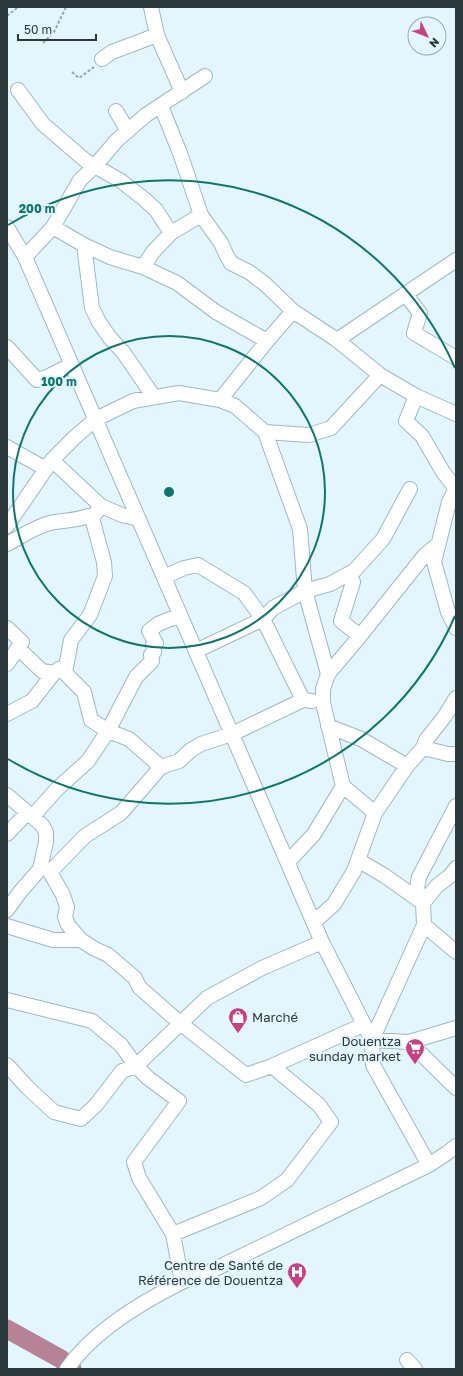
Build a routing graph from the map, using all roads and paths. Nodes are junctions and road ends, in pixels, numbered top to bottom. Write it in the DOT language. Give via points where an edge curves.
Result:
graph roads {
  1 [pos="18,7"];
  2 [pos="66,7"];
  3 [pos="151,7"];
  4 [pos="7,16"];
  5 [pos="157,35"];
  6 [pos="43,43"];
  7 [pos="102,59"];
  8 [pos="72,72"];
  9 [pos="204,76"];
  10 [pos="18,90"];
  11 [pos="182,92"];
  12 [pos="161,106"];
  13 [pos="116,111"];
  14 [pos="128,131"];
  15 [pos="95,166"];
  16 [pos="201,215"];
  17 [pos="53,227"];
  18 [pos="7,229"];
  19 [pos="171,233"];
  20 [pos="84,245"];
  21 [pos="16,250"];
  22 [pos="455,263"];
  23 [pos="143,267"];
  24 [pos="405,294"];
  25 [pos="293,311"];
  26 [pos="338,340"];
  27 [pos="267,341"];
  28 [pos="7,347"];
  29 [pos="456,358"];
  30 [pos="71,365"];
  31 [pos="380,375"];
  32 [pos="416,396"];
  33 [pos="154,397"];
  34 [pos="220,400"];
  35 [pos="456,414"];
  36 [pos="96,419"];
  37 [pos="265,432"];
  38 [pos="7,447"];
  39 [pos="49,465"];
  40 [pos="410,489"];
  41 [pos="456,489"];
  42 [pos="452,502"];
  43 [pos="101,506"];
  44 [pos="92,518"];
  45 [pos="139,519"];
  46 [pos="7,526"];
  47 [pos="7,544"];
  48 [pos="438,544"];
  49 [pos="348,574"];
  50 [pos="164,577"];
  51 [pos="305,591"];
  52 [pos="180,615"];
  53 [pos="263,619"];
  54 [pos="7,628"];
  55 [pos="456,628"];
  56 [pos="360,636"];
  57 [pos="18,648"];
  58 [pos="196,651"];
  59 [pos="7,664"];
  60 [pos="60,673"];
  61 [pos="328,674"];
  62 [pos="456,698"];
  63 [pos="303,700"];
  64 [pos="323,704"];
  65 [pos="7,714"];
  66 [pos="328,726"];
  67 [pos="108,731"];
  68 [pos="232,734"];
  69 [pos="423,748"];
  70 [pos="456,754"];
  71 [pos="407,766"];
  72 [pos="161,767"];
  73 [pos="343,786"];
  74 [pos="7,796"];
  75 [pos="456,806"];
  76 [pos="375,813"];
  77 [pos="30,815"];
  78 [pos="7,834"];
  79 [pos="358,860"];
  80 [pos="288,862"];
  81 [pos="456,868"];
  82 [pos="45,871"];
  83 [pos="423,903"];
  84 [pos="7,910"];
  85 [pos="314,922"];
  86 [pos="424,924"];
  87 [pos="7,926"];
  88 [pos="81,940"];
  89 [pos="322,942"];
  90 [pos="456,952"];
  91 [pos="7,1000"];
  92 [pos="180,1023"];
  93 [pos="363,1025"];
  94 [pos="456,1028"];
  95 [pos="372,1040"];
  96 [pos="409,1042"];
  97 [pos="7,1064"];
  98 [pos="136,1066"];
  99 [pos="272,1066"];
  100 [pos="456,1088"];
  101 [pos="456,1146"];
  102 [pos="429,1165"];
  103 [pos="173,1234"];
  104 [pos="182,1282"];
  105 [pos="67,1369"];
  1 -- 4 [label="path"];
  2 -- 6 [label="path" via="54,32"];
  3 -- 5 [label="street"];
  5 -- 7 [label="street" via="112,52"];
  5 -- 11 [label="street"];
  7 -- 8 [label="path" via="79,78"];
  9 -- 11 [label="street"];
  10 -- 15 [label="street" via="43,124"];
  11 -- 12 [label="street"];
  12 -- 14 [label="street"];
  12 -- 16 [label="street"];
  13 -- 14 [label="street"];
  14 -- 15 [label="street"];
  15 -- 17 [label="street" via="80,180"];
  15 -- 19 [label="street" via="121,181 144,199 156,210"];
  16 -- 19 [label="street"];
  16 -- 25 [label="street" via="221,243 231,263 250,272"];
  17 -- 20 [label="street"];
  17 -- 21 [label="street"];
  18 -- 21 [label="street"];
  19 -- 23 [label="street"];
  20 -- 23 [label="street" via="110,257"];
  20 -- 33 [label="street" via="92,308 110,338 123,352"];
  21 -- 30 [label="street"];
  22 -- 24 [label="street"];
  23 -- 27 [label="street" via="177,283 216,312"];
  24 -- 26 [label="street"];
  24 -- 29 [label="street" via="420,313 414,333"];
  25 -- 26 [label="street"];
  25 -- 27 [label="street"];
  26 -- 31 [label="street"];
  27 -- 34 [label="street"];
  28 -- 30 [label="street" via="37,380"];
  30 -- 36 [label="street"];
  31 -- 32 [label="street"];
  31 -- 37 [label="street" via="331,428 310,435"];
  32 -- 35 [label="street"];
  32 -- 41 [label="street" via="406,421 422,436"];
  33 -- 34 [label="street" via="180,393"];
  33 -- 36 [label="street" via="133,401"];
  34 -- 37 [label="street" via="235,406"];
  36 -- 39 [label="street"];
  36 -- 45 [label="street"];
  37 -- 51 [label="street" via="300,529"];
  38 -- 39 [label="street"];
  39 -- 43 [label="street"];
  39 -- 46 [label="street"];
  40 -- 49 [label="street" via="383,539 354,571"];
  41 -- 42 [label="street"];
  42 -- 48 [label="street"];
  43 -- 44 [label="street"];
  43 -- 45 [label="street"];
  44 -- 47 [label="street" via="88,516 78,520 50,523"];
  44 -- 60 [label="street" via="104,562 105,576 90,615 71,640"];
  45 -- 50 [label="street"];
  48 -- 55 [label="street" via="434,562 448,612"];
  48 -- 56 [label="street" via="406,577"];
  49 -- 51 [label="street" via="330,584"];
  49 -- 56 [label="street" via="353,582 341,621"];
  50 -- 52 [label="street"];
  50 -- 53 [label="street" via="198,565 244,593"];
  51 -- 53 [label="street" via="273,608"];
  51 -- 61 [label="street"];
  52 -- 58 [label="street"];
  52 -- 67 [label="street" via="158,624 149,631 156,643 153,645 152,661 136,677"];
  53 -- 58 [label="street"];
  53 -- 63 [label="street"];
  54 -- 57 [label="street" via="22,642"];
  56 -- 61 [label="street"];
  57 -- 59 [label="street"];
  57 -- 60 [label="street" via="42,671"];
  58 -- 68 [label="street"];
  60 -- 65 [label="street" via="32,701"];
  60 -- 67 [label="street" via="84,692 91,720"];
  61 -- 64 [label="street" via="323,689"];
  62 -- 69 [label="street"];
  63 -- 64 [label="street"];
  63 -- 68 [label="street"];
  64 -- 66 [label="street"];
  66 -- 71 [label="street" via="361,739"];
  66 -- 73 [label="street"];
  67 -- 72 [label="street" via="129,739"];
  67 -- 77 [label="street" via="88,760"];
  68 -- 72 [label="street" via="201,744 179,761"];
  68 -- 80 [label="street"];
  69 -- 70 [label="street"];
  69 -- 71 [label="street"];
  71 -- 76 [label="street"];
  72 -- 82 [label="street" via="121,813 85,836"];
  73 -- 76 [label="street"];
  73 -- 80 [label="street" via="314,834"];
  74 -- 77 [label="street"];
  75 -- 83 [label="street" via="419,877 417,888"];
  76 -- 79 [label="street"];
  77 -- 78 [label="street"];
  77 -- 82 [label="street" via="46,832"];
  79 -- 83 [label="street"];
  79 -- 85 [label="street" via="334,904"];
  80 -- 85 [label="street"];
  81 -- 83 [label="street"];
  82 -- 84 [label="street" via="20,892"];
  82 -- 88 [label="street" via="63,895 68,925"];
  83 -- 86 [label="street"];
  85 -- 89 [label="street"];
  86 -- 90 [label="street"];
  86 -- 95 [label="street"];
  87 -- 88 [label="street" via="53,940"];
  88 -- 92 [label="street" via="108,955 136,978 139,987"];
  89 -- 92 [label="street" via="262,968 207,998"];
  89 -- 93 [label="street"];
  91 -- 98 [label="street" via="92,1021 121,1045"];
  92 -- 98 [label="street"];
  92 -- 99 [label="street" via="246,1075"];
  93 -- 95 [label="street"];
  93 -- 99 [label="street"];
  94 -- 96 [label="street"];
  95 -- 96 [label="street"];
  95 -- 102 [label="street" via="373,1065"];
  96 -- 100 [label="street"];
  97 -- 98 [label="street" via="54,1112 81,1119 96,1105 122,1071"];
  98 -- 103 [label="street" via="179,1101 134,1162 139,1178"];
  99 -- 103 [label="street" via="318,1105 331,1122 287,1180 261,1198"];
  101 -- 102 [label="street"];
  102 -- 104 [label="street" via="213,1270"];
  103 -- 104 [label="street"];
  104 -- 105 [label="street" via="126,1314 96,1337 75,1357"];
}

····················

YOUR INSTRUCTIONS
When a line among the entries above contains "roads", copy it.

WRITTEN ANSWER
Build a routing graph from the map, using all roads and paths. Nodes are junctions and road ends, in pixels, numbered top to bottom. Write it in the DOT language. Give via points where an edge curves.
graph roads {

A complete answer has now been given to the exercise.